在羔羊和成年羊激素处理后我们收集处于相同发育阶段的卵泡(3～4 mm)中的颗粒细胞。经small RNA测序分析，获得了238个成熟的miRNA。其中9个(包括4个新的)miRNA在二者之间差异表达。说明这9个差异表达miRNAs可能与羔羊和成年羊卵泡发育的差异有相关性。这与Ling等在山羊卵巢中的研究结果相似［24］。

在获得的238个成熟miRNA中，oar-miR-148a和oar-miR-21是表达丰度最高的2个miRNA。同时，let-7 miRNA家族中，let-7f表达量最高。研究表明，miR-148a在鸡卵巢卵泡和性腺中高表达［23］，miR-21的表达在FSH处理后大鼠颗粒细胞中上调［14］。同时这2个miRNA的表达水平在绵羊卵泡和黄体中发生动态改变。

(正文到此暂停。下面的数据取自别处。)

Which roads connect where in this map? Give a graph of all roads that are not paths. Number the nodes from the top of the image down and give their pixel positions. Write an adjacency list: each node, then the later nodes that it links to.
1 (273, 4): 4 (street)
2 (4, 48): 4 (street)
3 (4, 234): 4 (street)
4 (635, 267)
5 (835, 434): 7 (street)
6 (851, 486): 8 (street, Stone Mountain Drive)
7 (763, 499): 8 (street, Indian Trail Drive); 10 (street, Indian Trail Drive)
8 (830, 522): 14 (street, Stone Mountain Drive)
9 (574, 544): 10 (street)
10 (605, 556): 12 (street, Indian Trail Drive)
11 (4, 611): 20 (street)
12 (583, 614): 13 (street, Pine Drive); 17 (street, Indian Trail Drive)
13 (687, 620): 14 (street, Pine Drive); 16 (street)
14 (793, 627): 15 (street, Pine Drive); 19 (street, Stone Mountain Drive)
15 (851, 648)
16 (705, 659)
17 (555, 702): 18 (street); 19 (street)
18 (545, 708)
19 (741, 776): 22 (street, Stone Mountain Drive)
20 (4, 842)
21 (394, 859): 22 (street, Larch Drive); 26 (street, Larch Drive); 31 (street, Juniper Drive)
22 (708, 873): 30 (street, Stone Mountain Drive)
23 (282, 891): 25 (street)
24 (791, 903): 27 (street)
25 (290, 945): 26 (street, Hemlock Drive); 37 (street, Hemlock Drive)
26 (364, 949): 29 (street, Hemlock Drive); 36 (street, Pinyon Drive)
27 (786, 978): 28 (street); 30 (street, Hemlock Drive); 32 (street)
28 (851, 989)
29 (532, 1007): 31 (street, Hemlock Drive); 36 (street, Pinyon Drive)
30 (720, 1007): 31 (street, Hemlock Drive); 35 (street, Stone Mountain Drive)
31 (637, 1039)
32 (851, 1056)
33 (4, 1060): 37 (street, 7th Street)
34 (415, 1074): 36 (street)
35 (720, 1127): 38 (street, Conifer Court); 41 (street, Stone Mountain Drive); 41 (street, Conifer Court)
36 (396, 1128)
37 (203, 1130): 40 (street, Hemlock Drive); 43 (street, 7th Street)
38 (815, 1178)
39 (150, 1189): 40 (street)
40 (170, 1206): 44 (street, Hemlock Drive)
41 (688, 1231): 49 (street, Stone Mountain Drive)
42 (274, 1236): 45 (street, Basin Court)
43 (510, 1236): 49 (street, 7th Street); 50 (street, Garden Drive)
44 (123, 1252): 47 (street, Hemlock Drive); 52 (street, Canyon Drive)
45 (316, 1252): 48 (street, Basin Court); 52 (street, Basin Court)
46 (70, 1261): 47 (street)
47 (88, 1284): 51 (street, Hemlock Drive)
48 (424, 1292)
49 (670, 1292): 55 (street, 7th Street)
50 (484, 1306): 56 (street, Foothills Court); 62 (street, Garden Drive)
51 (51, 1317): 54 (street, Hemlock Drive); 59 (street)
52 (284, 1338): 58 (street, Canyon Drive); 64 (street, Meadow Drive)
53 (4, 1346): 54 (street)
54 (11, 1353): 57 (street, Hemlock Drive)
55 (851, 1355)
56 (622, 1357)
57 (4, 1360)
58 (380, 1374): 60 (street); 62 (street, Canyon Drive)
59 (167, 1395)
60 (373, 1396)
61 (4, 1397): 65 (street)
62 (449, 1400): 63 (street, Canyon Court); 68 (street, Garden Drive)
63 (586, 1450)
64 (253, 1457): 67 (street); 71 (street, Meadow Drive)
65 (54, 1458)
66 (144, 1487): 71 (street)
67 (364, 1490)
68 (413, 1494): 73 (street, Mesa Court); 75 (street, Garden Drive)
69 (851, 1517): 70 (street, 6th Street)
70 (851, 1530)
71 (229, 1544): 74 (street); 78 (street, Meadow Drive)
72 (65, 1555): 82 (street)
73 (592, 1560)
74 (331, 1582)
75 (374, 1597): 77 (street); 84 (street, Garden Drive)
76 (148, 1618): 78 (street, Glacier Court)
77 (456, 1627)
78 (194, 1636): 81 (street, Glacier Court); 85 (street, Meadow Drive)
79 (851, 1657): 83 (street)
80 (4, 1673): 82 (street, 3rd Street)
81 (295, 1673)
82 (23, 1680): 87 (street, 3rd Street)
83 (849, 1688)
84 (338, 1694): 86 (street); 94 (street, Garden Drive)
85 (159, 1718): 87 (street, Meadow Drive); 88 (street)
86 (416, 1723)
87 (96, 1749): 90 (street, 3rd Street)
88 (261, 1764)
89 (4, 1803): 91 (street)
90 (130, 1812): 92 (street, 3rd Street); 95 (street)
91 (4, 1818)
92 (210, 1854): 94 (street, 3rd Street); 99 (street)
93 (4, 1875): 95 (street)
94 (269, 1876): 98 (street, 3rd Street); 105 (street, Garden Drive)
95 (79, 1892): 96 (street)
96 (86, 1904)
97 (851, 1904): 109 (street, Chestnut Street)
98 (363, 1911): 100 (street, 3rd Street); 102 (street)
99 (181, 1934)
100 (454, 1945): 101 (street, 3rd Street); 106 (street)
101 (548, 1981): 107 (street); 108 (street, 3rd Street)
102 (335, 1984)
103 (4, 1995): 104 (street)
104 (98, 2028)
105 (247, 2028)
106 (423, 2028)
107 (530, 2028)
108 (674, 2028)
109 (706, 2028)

而本研究中，oar-miR-148a(0.04)和 oar-miR-21(0.09)在成年羊和羔羊中表达量没有显著差异。let-7 miRNA家族被研究最多的肿瘤功能抑制因子，在牛和小鼠卵巢及睾丸中高表达，能促进体体外培养猪颗粒细胞的调亡［22］。这些miRNAs可能在雌性生殖生理中起着重要的作用。

KEGG通路分析表明:差异表达miRNAs的一些靶基因富集繁殖相关的途径，如新陈代谢途径、PI3K/Akt、MAPK、TGF-β 等经典信号通路，以及细胞周期和卵母细胞的减数分裂等。PI3K/Akt通路是受FSH调控的一个关键的信号转导通路。同时Akt能靶向基因发挥作用，包括FoxO3a，而FoxO3a认为可能是oar-miR-10a的靶基因［24］。两组明显表达可能在卵泡和卵母细胞发育产生的差异。在羔羊和成年羊颗粒细胞组中，oar-miR-10a存在明显差异，表明其可能在两者的卵泡和卵母细胞发育中有重要作用。

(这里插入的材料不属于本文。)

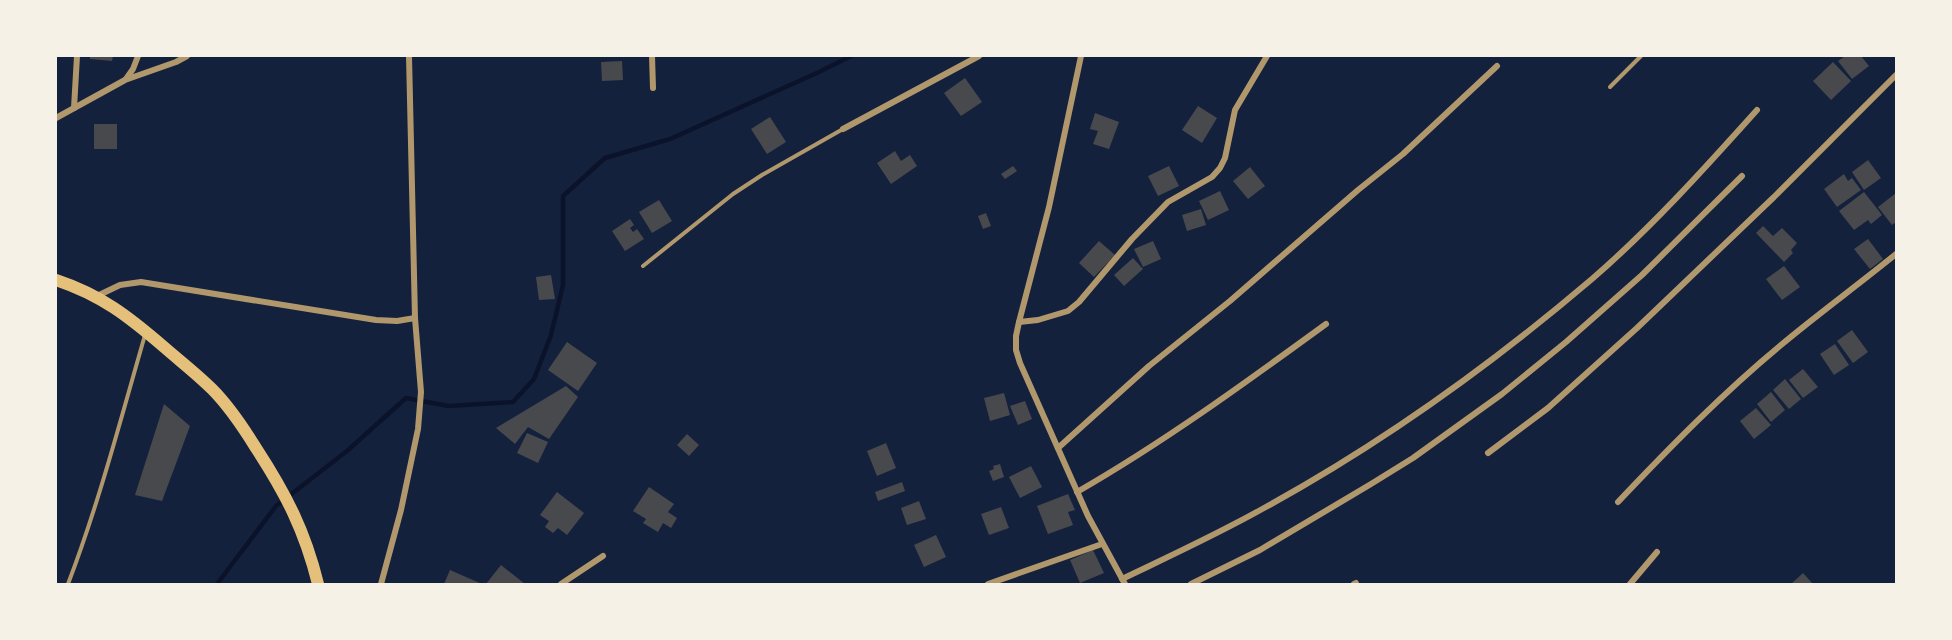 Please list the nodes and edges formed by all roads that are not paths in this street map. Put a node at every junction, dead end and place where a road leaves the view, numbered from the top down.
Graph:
1 (77, 56) edge
2 (138, 56) edge
3 (187, 56) edge
4 (409, 56) edge
5 (652, 56) edge
6 (979, 56) edge
7 (1081, 56) edge
8 (1267, 56) edge
9 (1641, 56) edge
10 (1497, 66) dead end
11 (1896, 75) edge
12 (125, 80) junction
13 (1610, 87) dead end
14 (653, 88) dead end
15 (74, 108) junction
16 (1757, 110) dead end
17 (56, 118) edge
18 (843, 129) joint
19 (1742, 176) dead end
20 (1896, 254) edge
21 (643, 266) dead end
22 (56, 279) edge
23 (97, 296) junction
24 (415, 318) junction
25 (1019, 322) junction
26 (1326, 324) dead end
27 (146, 332) junction
28 (1058, 448) junction
29 (1488, 453) dead end
30 (1077, 492) junction
31 (1618, 502) dead end
32 (1101, 544) junction
33 (1657, 552) dead end
34 (603, 556) dead end
35 (1123, 582) edge
36 (68, 585) edge
37 (318, 585) edge
38 (381, 585) edge
39 (561, 585) edge
40 (988, 585) edge
41 (1191, 585) edge
42 (1630, 585) edge

1 - 15 street
2 - 12 street
3 - 12 street
4 - 24 street
5 - 14 street
6 - 18 street
7 - 25 street
8 - 25 street
9 - 13 lane
10 - 28 street
11 - 29 street
12 - 15 street
15 - 17 street
16 - 35 street
18 - 21 lane
19 - 41 street
20 - 31 street
22 - 23 main road
23 - 24 street
23 - 27 main road
24 - 38 street
25 - 28 street
26 - 30 street
27 - 36 lane
27 - 37 main road
28 - 30 street
30 - 32 street
32 - 35 street
32 - 40 street
33 - 42 street
34 - 39 street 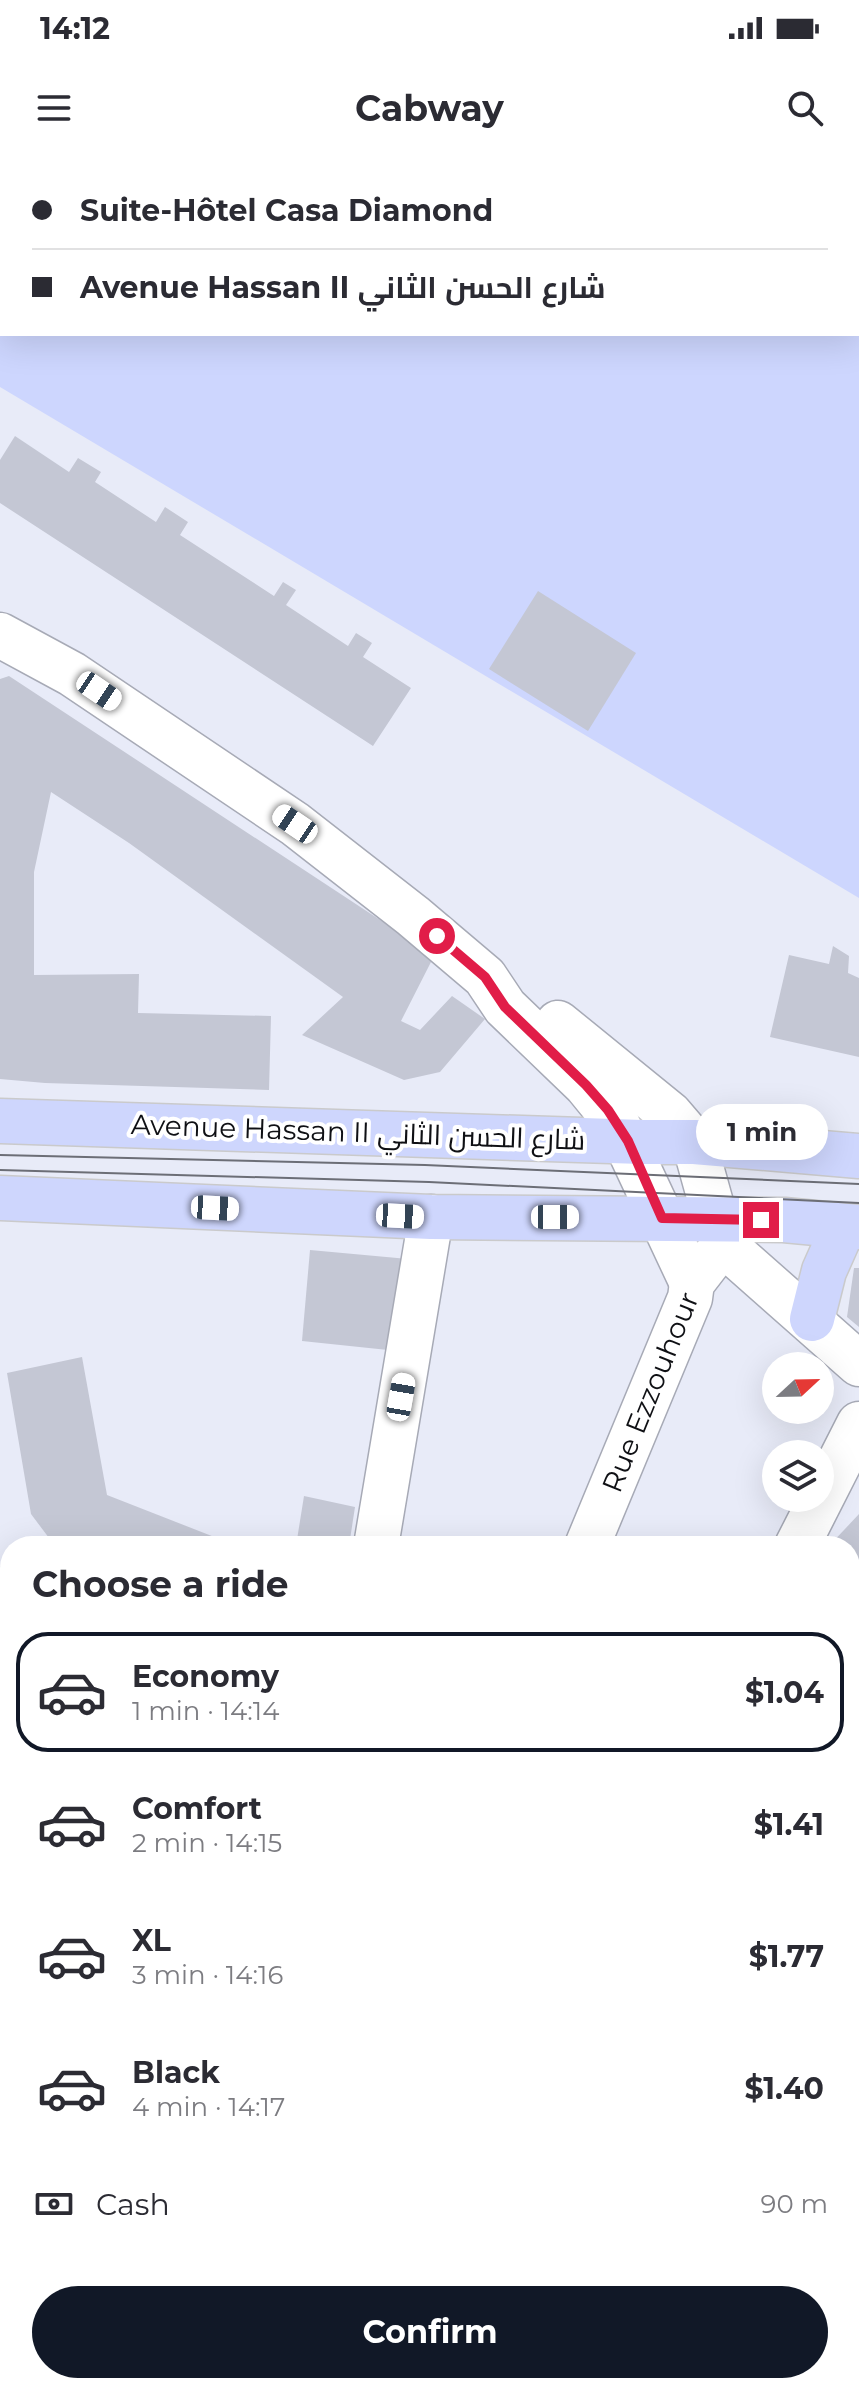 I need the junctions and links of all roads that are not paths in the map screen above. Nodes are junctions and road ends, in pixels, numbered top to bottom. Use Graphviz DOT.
graph roads {
  1 [pos="0,635"];
  2 [pos="485,977"];
  3 [pos="0,1121"];
  4 [pos="628,1141"];
  5 [pos="694,1142"];
  6 [pos="859,1156"];
  7 [pos="0,1198"];
  8 [pos="431,1217"];
  9 [pos="662,1218"];
  10 [pos="852,1227"];
  11 [pos="719,1231"];
  12 [pos="692,1283"];
  13 [pos="812,1319"];
  14 [pos="859,1364"];
  15 [pos="859,1424"];
  16 [pos="378,1536"];
  17 [pos="591,1536"];
  18 [pos="802,1536"];
  1 -- 2 [label="street"];
  2 -- 4 [label="street"];
  2 -- 5 [label="street"];
  3 -- 4 [label="main road, Avenue Hassan II شارع الحسن الثاني"];
  4 -- 5 [label="main road, Avenue Hassan II شارع الحسن الثاني"];
  4 -- 9 [label="street"];
  5 -- 6 [label="main road, Avenue Hassan II شارع الحسن الثاني"];
  5 -- 11 [label="street"];
  7 -- 8 [label="main road"];
  8 -- 9 [label="main road"];
  8 -- 16 [label="street"];
  9 -- 11 [label="main road"];
  9 -- 12 [label="street"];
  10 -- 11 [label="main road"];
  10 -- 13 [label="main road"];
  11 -- 12 [label="street, Rue Ezzouhour"];
  11 -- 13 [label="street"];
  12 -- 17 [label="street, Rue Ezzouhour"];
  13 -- 14 [label="street"];
  15 -- 18 [label="street"];
}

成年羊颗粒细胞中，oar-miR-10a表达量是羔羊的2倍。通过前体刺激miR-10a转染人颗粒细胞后，细胞凋亡相关因子Cyclin B1的表达量显著减少［25］。这表明miR-10a可与颗粒细胞增殖相关。

我们用IPA绘制miRNA与其靶基因的互作网络图发现，清道夫受体B家族成员1(SCARB1)可能是oar-miR-125b和let-7a的靶向基因。SCARB1作为高密度脂蛋白受体已被证实在人卵巢颗粒细胞中表达。女性血浆中雌二醇浓度低和受精卵数目减少时，SCARB1表达量也相应降低。Miles等认为let-7和miR-106a在牛卵母细胞发育中可能有重要作用，miR-106a 可能降低 WEE1A mRNA.的表达水平［26］。因此，oar-miR-106a可能在调节雌性羔羊卵母细胞mRNA中发挥作用，还需要进一步的研究证实(图6)。

4 结论

本研究首次综合分析了激素处理羔羊和成年母羊3～4 mm卵泡颗粒细胞miRNA表达谱，共鉴定出238个已知的miRNA和92个新的miRNA，其中有9个miRNA羔羊和其对应母羊差异表达的miRNA。对2个文库中所有miRNAs的靶基因的分析表明，新陈代谢途径富集的靶基因最多。我们的研究结果将有助于了解miRNAs调控卵泡发育过程，为人工改造这些miRNA进一步影响绵羔羊卵巢和卵泡生长发育提供理论依据。